A Mechanism of Regulation of Hepatic Fru 2,6-P2Concentration upon Refeeding: Involvement of Xylulose 5-P and Cyclic-AMP

Abstract

In order to determine the mechanism for delayed increase in Fructose 2,6-P2in livers of refed rats, the time course of changes in various metabolites upon refeeding NIH or high sucrose diet was investigated. Kinetics of increase in Fructose 2,6-P2and Xylulose 5-P were similar but different from hexose 6-P or glycogen in the livers of 48 h starved rats refed with NIH diet.
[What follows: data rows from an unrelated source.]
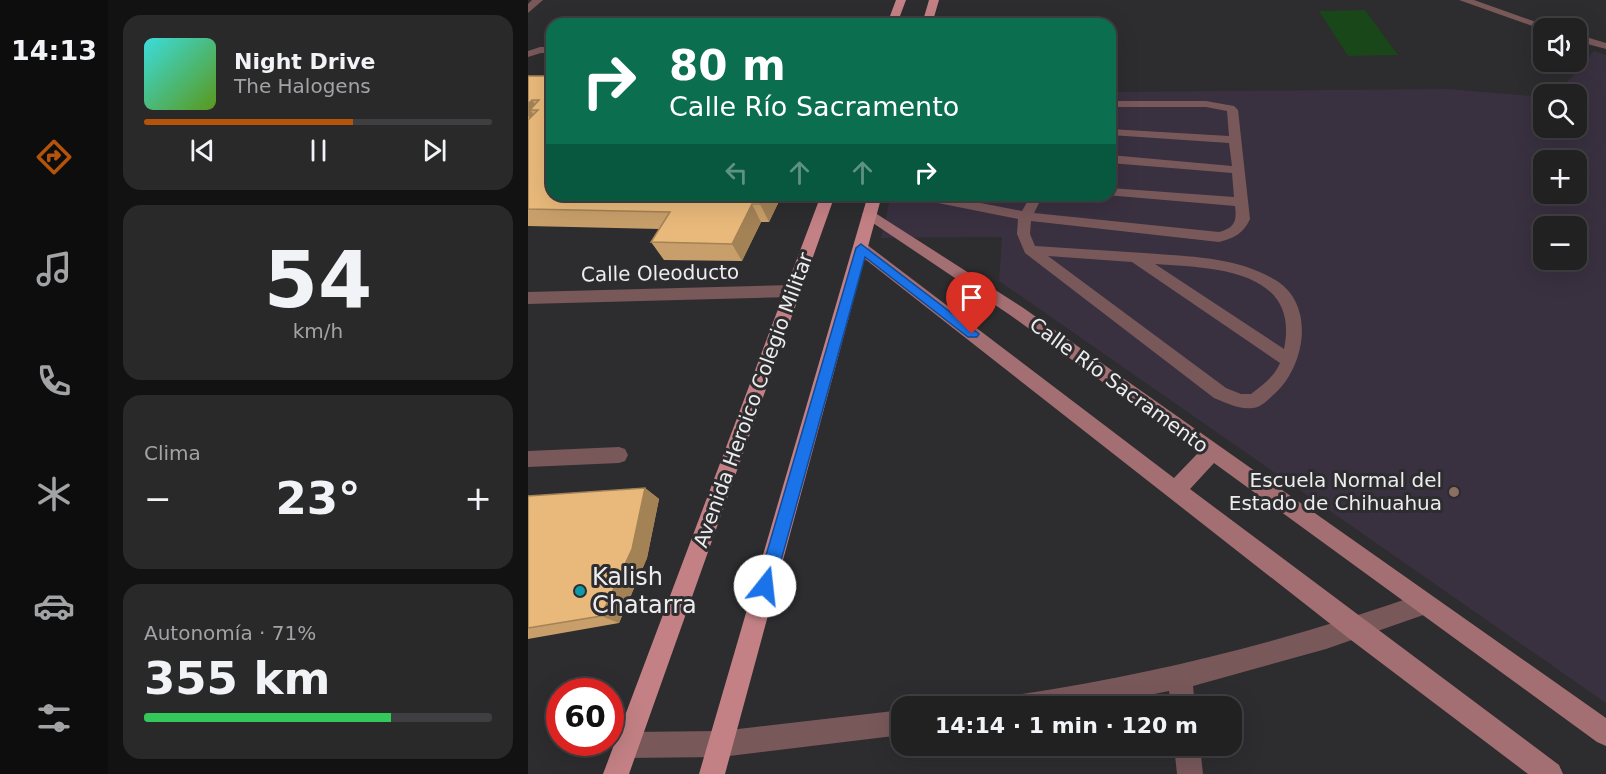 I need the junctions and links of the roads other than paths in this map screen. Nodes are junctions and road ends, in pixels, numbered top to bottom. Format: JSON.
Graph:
{"nodes":[{"id":1,"x":538,"y":0,"type":"edge"},
{"id":2,"x":901,"y":0,"type":"edge"},
{"id":3,"x":934,"y":0,"type":"edge"},
{"id":4,"x":1464,"y":0,"type":"edge"},
{"id":5,"x":528,"y":10,"type":"edge"},
{"id":6,"x":894,"y":18,"type":"edge"},
{"id":7,"x":929,"y":18,"type":"edge"},
{"id":8,"x":1533,"y":23,"type":"edge"},
{"id":9,"x":1587,"y":40,"type":"edge"},
{"id":10,"x":1606,"y":46,"type":"edge"},
{"id":11,"x":546,"y":50,"type":"edge"},
{"id":12,"x":528,"y":54,"type":"edge"},
{"id":13,"x":1116,"y":104,"type":"edge"},
{"id":14,"x":1116,"y":132,"type":"edge"},
{"id":15,"x":1235,"y":140,"type":"junction"},
{"id":16,"x":1116,"y":160,"type":"edge"},
{"id":17,"x":1238,"y":170,"type":"junction"},
{"id":18,"x":1116,"y":192,"type":"edge"},
{"id":19,"x":826,"y":201,"type":"edge"},
{"id":20,"x":949,"y":201,"type":"edge"},
{"id":21,"x":1034,"y":201,"type":"edge"},
{"id":22,"x":1241,"y":202,"type":"junction"},
{"id":23,"x":872,"y":205,"type":"edge"},
{"id":24,"x":1025,"y":216,"type":"junction"},
{"id":25,"x":861,"y":248,"type":"junction"},
{"id":26,"x":1030,"y":250,"type":"junction"},
{"id":27,"x":1133,"y":256,"type":"junction"},
{"id":28,"x":792,"y":291,"type":"junction"},
{"id":29,"x":528,"y":298,"type":"edge"},
{"id":30,"x":1288,"y":360,"type":"junction"},
{"id":31,"x":1212,"y":452,"type":"junction"},
{"id":32,"x":619,"y":455,"type":"dead end"},
{"id":33,"x":528,"y":459,"type":"edge"},
{"id":34,"x":1176,"y":490,"type":"junction"},
{"id":35,"x":1424,"y":604,"type":"junction"},
{"id":36,"x":1355,"y":629,"type":"junction"},
{"id":37,"x":1180,"y":679,"type":"junction"},
{"id":38,"x":1081,"y":696,"type":"edge"},
{"id":39,"x":1182,"y":696,"type":"edge"},
{"id":40,"x":891,"y":723,"type":"edge"},
{"id":41,"x":1606,"y":733,"type":"edge"},
{"id":42,"x":721,"y":744,"type":"junction"},
{"id":43,"x":626,"y":745,"type":"junction"},
{"id":44,"x":1188,"y":756,"type":"edge"},
{"id":45,"x":616,"y":774,"type":"edge"},
{"id":46,"x":712,"y":774,"type":"edge"},
{"id":47,"x":1190,"y":774,"type":"edge"},
{"id":48,"x":1550,"y":774,"type":"edge"}],
"edges":[{"from":1,"to":5,"type":"street"},
{"from":2,"to":6,"type":"main road"},
{"from":3,"to":7,"type":"main road"},
{"from":4,"to":8,"type":"street"},
{"from":9,"to":10,"type":"street"},
{"from":11,"to":12,"type":"lane"},
{"from":13,"to":15,"type":"lane"},
{"from":14,"to":15,"type":"lane"},
{"from":15,"to":17,"type":"lane"},
{"from":16,"to":17,"type":"lane"},
{"from":17,"to":22,"type":"lane"},
{"from":18,"to":22,"type":"lane"},
{"from":19,"to":28,"type":"main road","name":"Avenida Heroico Colegio Militar"},
{"from":20,"to":24,"type":"lane"},
{"from":21,"to":24,"type":"lane"},
{"from":22,"to":24,"type":"lane"},
{"from":23,"to":25,"type":"main road"},
{"from":23,"to":31,"type":"street","name":"Calle Río Sacramento"},
{"from":24,"to":26,"type":"lane"},
{"from":25,"to":34,"type":"street"},
{"from":25,"to":42,"type":"main road"},
{"from":26,"to":27,"type":"lane"},
{"from":26,"to":30,"type":"lane"},
{"from":27,"to":30,"type":"lane"},
{"from":27,"to":30,"type":"lane"},
{"from":28,"to":29,"type":"street","name":"Calle Oleoducto"},
{"from":28,"to":43,"type":"main road","name":"Avenida Heroico Colegio Militar"},
{"from":31,"to":34,"type":"street"},
{"from":31,"to":35,"type":"street","name":"Calle Río Sacramento"},
{"from":32,"to":33,"type":"lane"},
{"from":34,"to":36,"type":"street"},
{"from":35,"to":36,"type":"street"},
{"from":35,"to":41,"type":"street","name":"Calle Río Sacramento"},
{"from":36,"to":37,"type":"street"},
{"from":36,"to":48,"type":"street"},
{"from":37,"to":38,"type":"street"},
{"from":37,"to":39,"type":"street"},
{"from":40,"to":42,"type":"street"},
{"from":42,"to":43,"type":"street"},
{"from":42,"to":46,"type":"main road"},
{"from":43,"to":45,"type":"main road","name":"Avenida Heroico Colegio Militar"},
{"from":44,"to":47,"type":"street"}]}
The increase in the Fructose 2,6-P2level was a result of a combination of changes in Fructose 6-P,2-kinase and Fructose 2,6-bisphosphatase activity ratios, indicating dephosphorylation of the bifunctional enzyme and decreased cAMP. A similar correlation between Fructose 2,6-P2and Xylulose 5-P and dephosphorylation was observed with refeeding high sucrose diet and also with 16 h starved rats. These kinetic results are consistent with the idea that a specific protein phosphatase 2A, activated by Xylulose 5-P, dephosphorylates Fructose 6-P,2-kinase:Fructose 2,6-bisphosphatase and also decreased protein kinase A activity, resulting in increased hepatic Fructose 2,6-P2.